Activity: When you reach the line with "thumb cmc: (431, 366)" in the data below, begin printing lines exactly, and stop once the line with "pinky tip: (588, 397)" has been printed.

Available data:
════════════════════

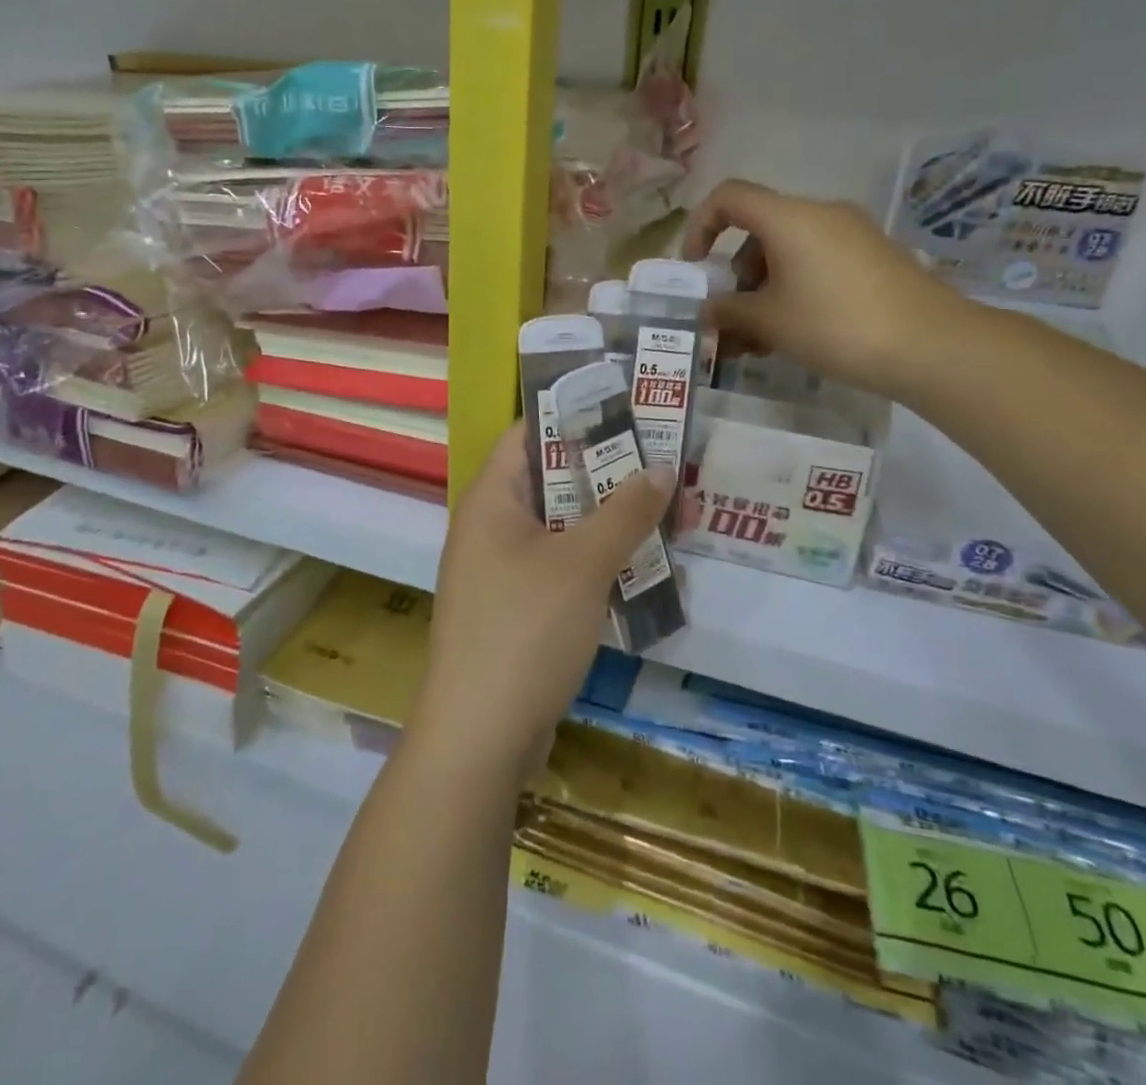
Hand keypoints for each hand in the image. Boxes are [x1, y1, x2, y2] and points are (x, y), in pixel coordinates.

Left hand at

════════════════════

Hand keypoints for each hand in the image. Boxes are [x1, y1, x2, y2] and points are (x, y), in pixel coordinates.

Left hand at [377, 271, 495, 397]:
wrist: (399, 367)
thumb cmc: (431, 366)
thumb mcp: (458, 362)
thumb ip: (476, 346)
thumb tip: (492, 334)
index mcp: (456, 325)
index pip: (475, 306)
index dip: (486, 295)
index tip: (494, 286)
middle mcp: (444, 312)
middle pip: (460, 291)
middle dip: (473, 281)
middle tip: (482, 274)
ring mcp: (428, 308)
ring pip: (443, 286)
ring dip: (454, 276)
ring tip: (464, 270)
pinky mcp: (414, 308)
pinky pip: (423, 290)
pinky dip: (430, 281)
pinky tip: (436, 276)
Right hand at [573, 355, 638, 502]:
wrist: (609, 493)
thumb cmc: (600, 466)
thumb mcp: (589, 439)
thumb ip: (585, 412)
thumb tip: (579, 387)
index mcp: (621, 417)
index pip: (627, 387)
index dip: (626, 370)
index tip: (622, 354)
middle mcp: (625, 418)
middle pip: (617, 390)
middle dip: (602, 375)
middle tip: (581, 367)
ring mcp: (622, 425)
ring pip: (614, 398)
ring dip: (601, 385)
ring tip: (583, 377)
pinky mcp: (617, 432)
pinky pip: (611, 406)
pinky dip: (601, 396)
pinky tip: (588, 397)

════════════════════

Answer to the exercise:
thumb cmc: (431, 366)
thumb mcp: (458, 362)
thumb ip: (476, 346)
thumb tip: (492, 334)
index mcp: (456, 325)
index pip: (475, 306)
index dip: (486, 295)
index tip: (494, 286)
middle mcp: (444, 312)
middle pip: (460, 291)
middle dip: (473, 281)
middle tip: (482, 274)
ring mcp: (428, 308)
ring pip: (443, 286)
ring dip: (454, 276)
ring tip: (464, 270)
pinky mcp: (414, 308)
pinky pip: (423, 290)
pinky dip: (430, 281)
pinky tip: (436, 276)
Right hand at [573, 355, 638, 502]:
wrist: (609, 493)
thumb cmc: (600, 466)
thumb mcp: (589, 439)
thumb ip: (585, 412)
thumb tip: (579, 387)
index mcp: (621, 417)
index pip: (627, 387)
index dip: (626, 370)
index tip: (622, 354)
middle mcp: (625, 418)
middle pip: (617, 390)
middle dip: (602, 375)
middle tip: (581, 367)
ring mcp: (622, 425)
ring pip: (614, 398)
ring dip: (601, 385)
ring tip: (583, 377)
pinky mcp: (617, 432)
pinky pip: (611, 406)
pinky dip: (601, 396)
pinky tip: (588, 397)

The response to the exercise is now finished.